Start of Block

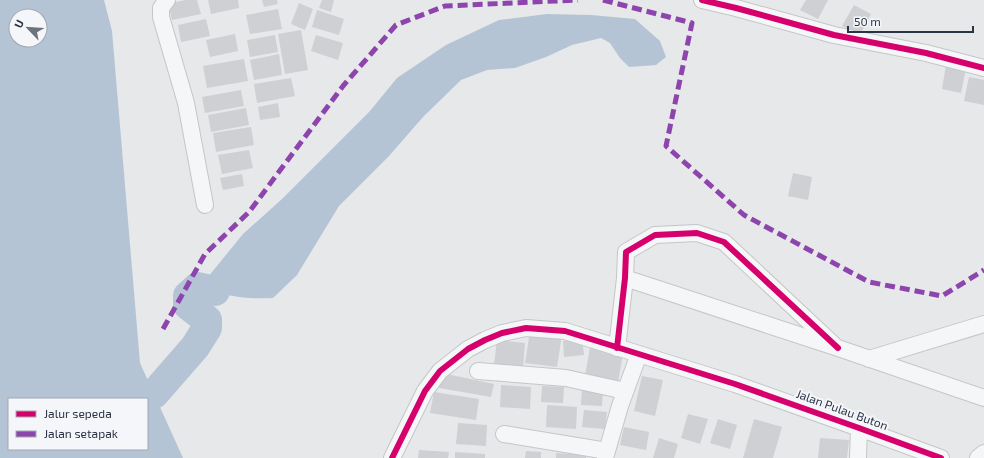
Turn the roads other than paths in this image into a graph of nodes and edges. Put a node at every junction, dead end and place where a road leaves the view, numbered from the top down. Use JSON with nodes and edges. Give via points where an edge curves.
{"nodes":[{"id":1,"x":166,"y":0,"type":"edge"},
{"id":2,"x":702,"y":0,"type":"edge"},
{"id":3,"x":984,"y":68,"type":"edge"},
{"id":4,"x":205,"y":205,"type":"dead end"},
{"id":5,"x":624,"y":278,"type":"junction"},
{"id":6,"x":981,"y":328,"type":"edge"},
{"id":7,"x":617,"y":348,"type":"junction"},
{"id":8,"x":838,"y":348,"type":"junction"},
{"id":9,"x":639,"y":354,"type":"junction"},
{"id":10,"x":869,"y":359,"type":"junction"},
{"id":11,"x":478,"y":371,"type":"dead end"},
{"id":12,"x":625,"y":391,"type":"junction"},
{"id":13,"x":984,"y":398,"type":"edge"},
{"id":14,"x":859,"y":428,"type":"junction"},
{"id":15,"x":504,"y":434,"type":"dead end"},
{"id":16,"x":984,"y":453,"type":"edge"},
{"id":17,"x":606,"y":454,"type":"edge"},
{"id":18,"x":392,"y":458,"type":"edge"},
{"id":19,"x":858,"y":458,"type":"edge"},
{"id":20,"x":941,"y":458,"type":"edge"},
{"id":21,"x":978,"y":458,"type":"edge"}],
"edges":[{"from":1,"to":4,"type":"street","via":[[161,8],[161,17],[186,103]]},
{"from":2,"to":3,"type":"street","via":[[834,35],[926,53]]},
{"from":5,"to":7,"type":"street"},
{"from":5,"to":8,"type":"street"},
{"from":5,"to":8,"type":"street","via":[[626,252],[655,235],[696,233],[724,242]]},
{"from":6,"to":10,"type":"street"},
{"from":7,"to":9,"type":"street","name":"Jalan Pulau Buton"},
{"from":7,"to":18,"type":"street","name":"Jalan Pulau Buton","via":[[565,331],[526,328],[485,340],[468,349],[440,371],[425,391]]},
{"from":8,"to":10,"type":"street"},
{"from":9,"to":12,"type":"street"},
{"from":9,"to":14,"type":"street","name":"Jalan Pulau Buton","via":[[736,384]]},
{"from":10,"to":13,"type":"street"},
{"from":11,"to":12,"type":"street","via":[[566,378]]},
{"from":12,"to":17,"type":"street"},
{"from":14,"to":19,"type":"street"},
{"from":14,"to":20,"type":"street","name":"Jalan Pulau Buton"},
{"from":15,"to":17,"type":"street"},
{"from":16,"to":21,"type":"street"}]}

End of Block

**Exercise aim:**
Reproduce every entry word for word, but skip any pictures.

**Solved problem:**
Turn the roads other than paths in this image into a graph of nodes and edges. Put a node at every junction, dead end and place where a road leaves the view, numbered from the top down. Use JSON with nodes and edges. Give via points where an edge curves.
{"nodes":[{"id":1,"x":166,"y":0,"type":"edge"},
{"id":2,"x":702,"y":0,"type":"edge"},
{"id":3,"x":984,"y":68,"type":"edge"},
{"id":4,"x":205,"y":205,"type":"dead end"},
{"id":5,"x":624,"y":278,"type":"junction"},
{"id":6,"x":981,"y":328,"type":"edge"},
{"id":7,"x":617,"y":348,"type":"junction"},
{"id":8,"x":838,"y":348,"type":"junction"},
{"id":9,"x":639,"y":354,"type":"junction"},
{"id":10,"x":869,"y":359,"type":"junction"},
{"id":11,"x":478,"y":371,"type":"dead end"},
{"id":12,"x":625,"y":391,"type":"junction"},
{"id":13,"x":984,"y":398,"type":"edge"},
{"id":14,"x":859,"y":428,"type":"junction"},
{"id":15,"x":504,"y":434,"type":"dead end"},
{"id":16,"x":984,"y":453,"type":"edge"},
{"id":17,"x":606,"y":454,"type":"edge"},
{"id":18,"x":392,"y":458,"type":"edge"},
{"id":19,"x":858,"y":458,"type":"edge"},
{"id":20,"x":941,"y":458,"type":"edge"},
{"id":21,"x":978,"y":458,"type":"edge"}],
"edges":[{"from":1,"to":4,"type":"street","via":[[161,8],[161,17],[186,103]]},
{"from":2,"to":3,"type":"street","via":[[834,35],[926,53]]},
{"from":5,"to":7,"type":"street"},
{"from":5,"to":8,"type":"street"},
{"from":5,"to":8,"type":"street","via":[[626,252],[655,235],[696,233],[724,242]]},
{"from":6,"to":10,"type":"street"},
{"from":7,"to":9,"type":"street","name":"Jalan Pulau Buton"},
{"from":7,"to":18,"type":"street","name":"Jalan Pulau Buton","via":[[565,331],[526,328],[485,340],[468,349],[440,371],[425,391]]},
{"from":8,"to":10,"type":"street"},
{"from":9,"to":12,"type":"street"},
{"from":9,"to":14,"type":"street","name":"Jalan Pulau Buton","via":[[736,384]]},
{"from":10,"to":13,"type":"street"},
{"from":11,"to":12,"type":"street","via":[[566,378]]},
{"from":12,"to":17,"type":"street"},
{"from":14,"to":19,"type":"street"},
{"from":14,"to":20,"type":"street","name":"Jalan Pulau Buton"},
{"from":15,"to":17,"type":"street"},
{"from":16,"to":21,"type":"street"}]}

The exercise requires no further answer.